- _WORKING DATA_:
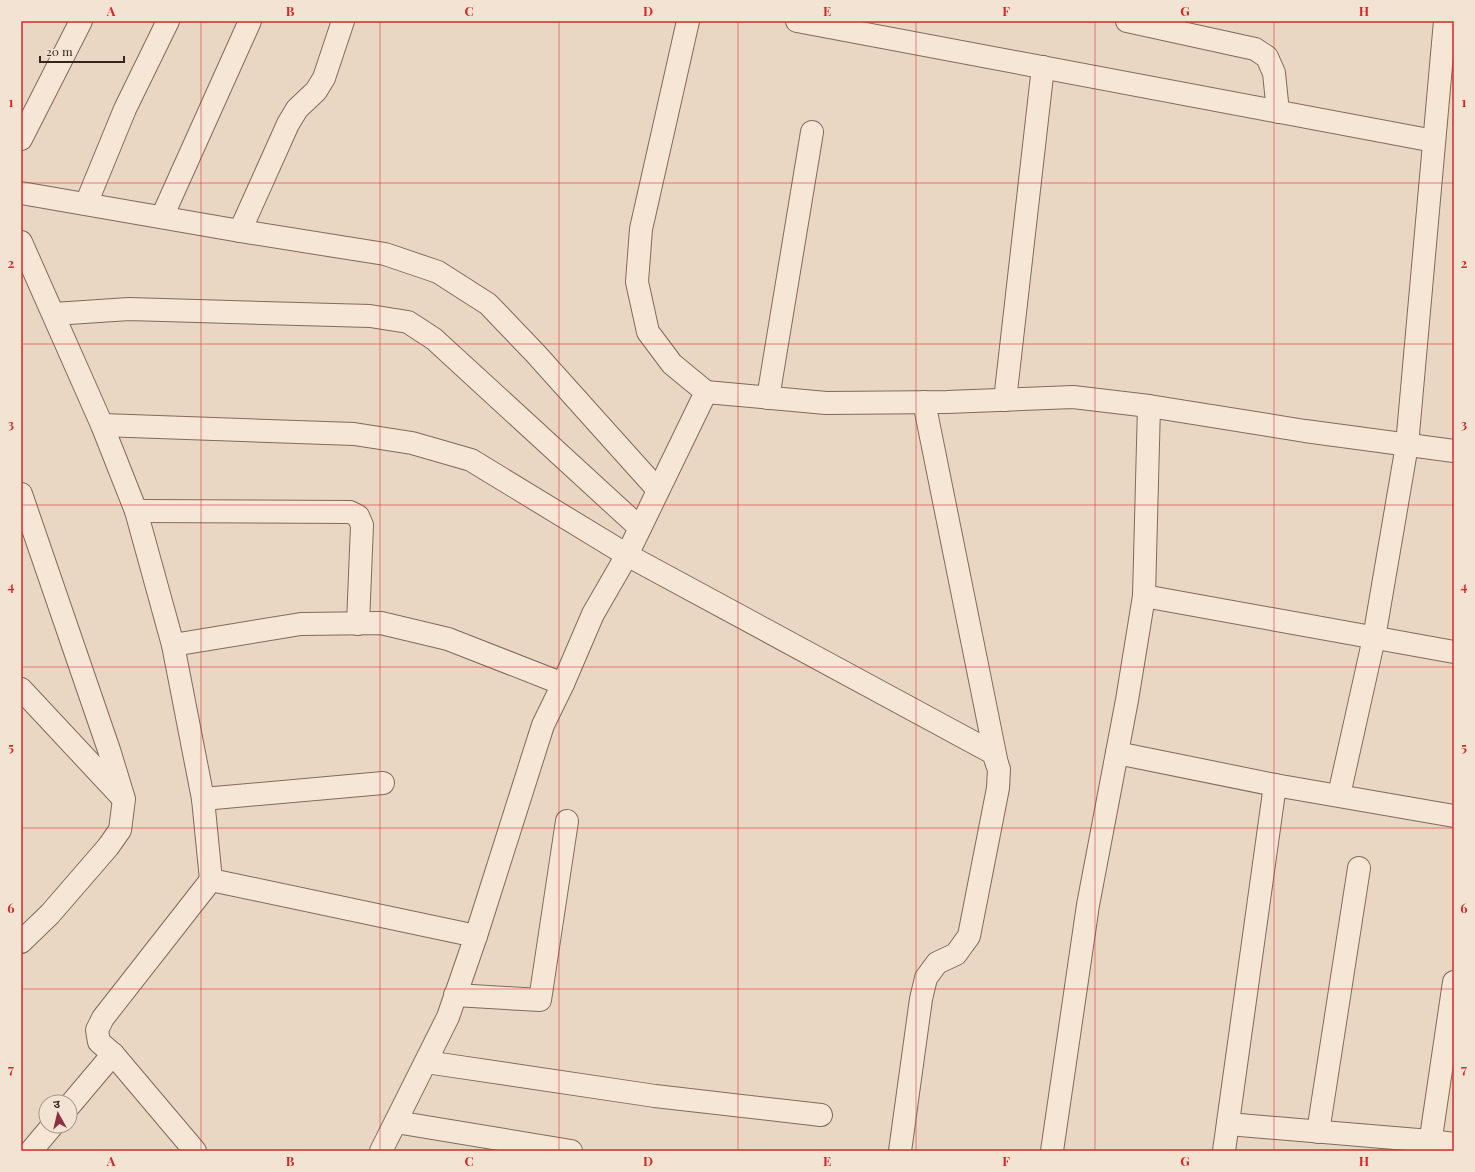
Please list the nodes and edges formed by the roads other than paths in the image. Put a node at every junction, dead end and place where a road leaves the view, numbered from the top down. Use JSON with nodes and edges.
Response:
{"nodes":[{"id":1,"x":81,"y":21,"type":"edge"},
{"id":2,"x":168,"y":21,"type":"edge"},
{"id":3,"x":250,"y":21,"type":"edge"},
{"id":4,"x":343,"y":21,"type":"edge"},
{"id":5,"x":688,"y":21,"type":"edge"},
{"id":6,"x":797,"y":21,"type":"edge"},
{"id":7,"x":1127,"y":21,"type":"edge"},
{"id":8,"x":1445,"y":21,"type":"edge"},
{"id":9,"x":1043,"y":67,"type":"junction"},
{"id":10,"x":1278,"y":112,"type":"junction"},
{"id":11,"x":812,"y":132,"type":"dead end"},
{"id":12,"x":21,"y":139,"type":"edge"},
{"id":13,"x":1434,"y":141,"type":"junction"},
{"id":14,"x":21,"y":193,"type":"edge"},
{"id":15,"x":86,"y":204,"type":"junction"},
{"id":16,"x":162,"y":217,"type":"junction"},
{"id":17,"x":240,"y":231,"type":"junction"},
{"id":18,"x":21,"y":242,"type":"edge"},
{"id":19,"x":54,"y":314,"type":"junction"},
{"id":20,"x":706,"y":392,"type":"junction"},
{"id":21,"x":768,"y":398,"type":"junction"},
{"id":22,"x":1005,"y":400,"type":"junction"},
{"id":23,"x":924,"y":402,"type":"junction"},
{"id":24,"x":1149,"y":406,"type":"junction"},
{"id":25,"x":102,"y":425,"type":"junction"},
{"id":26,"x":1407,"y":445,"type":"junction"},
{"id":27,"x":1454,"y":451,"type":"edge"},
{"id":28,"x":658,"y":490,"type":"junction"},
{"id":29,"x":21,"y":494,"type":"edge"},
{"id":30,"x":136,"y":511,"type":"junction"},
{"id":31,"x":640,"y":528,"type":"junction"},
{"id":32,"x":627,"y":555,"type":"junction"},
{"id":33,"x":1144,"y":596,"type":"junction"},
{"id":34,"x":358,"y":624,"type":"junction"},
{"id":35,"x":1374,"y":638,"type":"junction"},
{"id":36,"x":172,"y":645,"type":"junction"},
{"id":37,"x":1454,"y":652,"type":"edge"},
{"id":38,"x":563,"y":684,"type":"junction"},
{"id":39,"x":21,"y":689,"type":"edge"},
{"id":40,"x":1117,"y":753,"type":"junction"},
{"id":41,"x":999,"y":769,"type":"junction"},
{"id":42,"x":383,"y":782,"type":"dead end"},
{"id":43,"x":1275,"y":784,"type":"junction"},
{"id":44,"x":1339,"y":795,"type":"junction"},
{"id":45,"x":124,"y":799,"type":"junction"},
{"id":46,"x":202,"y":799,"type":"junction"},
{"id":47,"x":1454,"y":816,"type":"edge"},
{"id":48,"x":567,"y":821,"type":"dead end"},
{"id":49,"x":1359,"y":868,"type":"dead end"},
{"id":50,"x":211,"y":880,"type":"junction"},
{"id":51,"x":476,"y":936,"type":"junction"},
{"id":52,"x":21,"y":942,"type":"edge"},
{"id":53,"x":1454,"y":982,"type":"edge"},
{"id":54,"x":455,"y":995,"type":"junction"},
{"id":55,"x":113,"y":1054,"type":"junction"},
{"id":56,"x":426,"y":1062,"type":"junction"},
{"id":57,"x":78,"y":1096,"type":"edge"},
{"id":58,"x":821,"y":1115,"type":"dead end"},
{"id":59,"x":396,"y":1122,"type":"junction"},
{"id":60,"x":1228,"y":1124,"type":"junction"},
{"id":61,"x":1318,"y":1132,"type":"junction"},
{"id":62,"x":45,"y":1134,"type":"edge"},
{"id":63,"x":1454,"y":1144,"type":"edge"},
{"id":64,"x":1430,"y":1146,"type":"edge"},
{"id":65,"x":31,"y":1151,"type":"edge"},
{"id":66,"x":195,"y":1151,"type":"edge"},
{"id":67,"x":381,"y":1151,"type":"edge"},
{"id":68,"x":570,"y":1151,"type":"edge"},
{"id":69,"x":900,"y":1151,"type":"edge"},
{"id":70,"x":1052,"y":1151,"type":"edge"},
{"id":71,"x":1224,"y":1151,"type":"edge"}],
"edges":[{"from":1,"to":12,"type":"street"},
{"from":2,"to":15,"type":"street"},
{"from":3,"to":16,"type":"street"},
{"from":4,"to":17,"type":"street"},
{"from":5,"to":20,"type":"street"},
{"from":6,"to":9,"type":"street"},
{"from":7,"to":10,"type":"street"},
{"from":8,"to":13,"type":"street"},
{"from":9,"to":10,"type":"street"},
{"from":9,"to":22,"type":"street"},
{"from":10,"to":13,"type":"street"},
{"from":11,"to":21,"type":"street"},
{"from":13,"to":26,"type":"street"},
{"from":14,"to":15,"type":"street"},
{"from":15,"to":16,"type":"street"},
{"from":16,"to":17,"type":"street"},
{"from":17,"to":28,"type":"street"},
{"from":18,"to":19,"type":"street"},
{"from":19,"to":25,"type":"street"},
{"from":19,"to":31,"type":"street"},
{"from":20,"to":21,"type":"street"},
{"from":20,"to":28,"type":"street"},
{"from":21,"to":23,"type":"street"},
{"from":22,"to":23,"type":"street"},
{"from":22,"to":24,"type":"street"},
{"from":23,"to":41,"type":"street"},
{"from":24,"to":26,"type":"street"},
{"from":24,"to":33,"type":"street"},
{"from":25,"to":30,"type":"street"},
{"from":25,"to":32,"type":"street"},
{"from":26,"to":27,"type":"street"},
{"from":26,"to":35,"type":"street"},
{"from":28,"to":31,"type":"street"},
{"from":29,"to":45,"type":"street"},
{"from":30,"to":34,"type":"street"},
{"from":30,"to":36,"type":"street"},
{"from":31,"to":32,"type":"street"},
{"from":32,"to":38,"type":"street"},
{"from":32,"to":41,"type":"street"},
{"from":33,"to":35,"type":"street"},
{"from":33,"to":40,"type":"street"},
{"from":34,"to":36,"type":"street"},
{"from":34,"to":38,"type":"street"},
{"from":35,"to":37,"type":"street"},
{"from":35,"to":44,"type":"street"},
{"from":36,"to":46,"type":"street"},
{"from":38,"to":51,"type":"street"},
{"from":39,"to":45,"type":"street"},
{"from":40,"to":43,"type":"street"},
{"from":40,"to":70,"type":"street"},
{"from":41,"to":69,"type":"street"},
{"from":42,"to":46,"type":"street"},
{"from":43,"to":44,"type":"street"},
{"from":43,"to":60,"type":"street"},
{"from":44,"to":47,"type":"street"},
{"from":45,"to":52,"type":"street"},
{"from":46,"to":50,"type":"street"},
{"from":48,"to":54,"type":"street"},
{"from":49,"to":61,"type":"street"},
{"from":50,"to":51,"type":"street"},
{"from":50,"to":55,"type":"street"},
{"from":51,"to":54,"type":"street"},
{"from":53,"to":64,"type":"street"},
{"from":54,"to":56,"type":"street"},
{"from":55,"to":57,"type":"street"},
{"from":55,"to":66,"type":"street"},
{"from":56,"to":58,"type":"street"},
{"from":56,"to":59,"type":"street"},
{"from":59,"to":67,"type":"street"},
{"from":59,"to":68,"type":"street"},
{"from":60,"to":61,"type":"street"},
{"from":60,"to":71,"type":"street"},
{"from":61,"to":64,"type":"street"},
{"from":62,"to":65,"type":"street"},
{"from":63,"to":64,"type":"street"}]}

- _ACTIVITY_:
Could you copy each line in the listing above that includes the word "edges"?

- _RESULT_:
Please list the nodes and edges formed by the roads other than paths in the image. Put a node at every junction, dead end and place where a road leaves the view, numbered from the top down. Use JSON with nodes and edges.
"edges":[{"from":1,"to":12,"type":"street"},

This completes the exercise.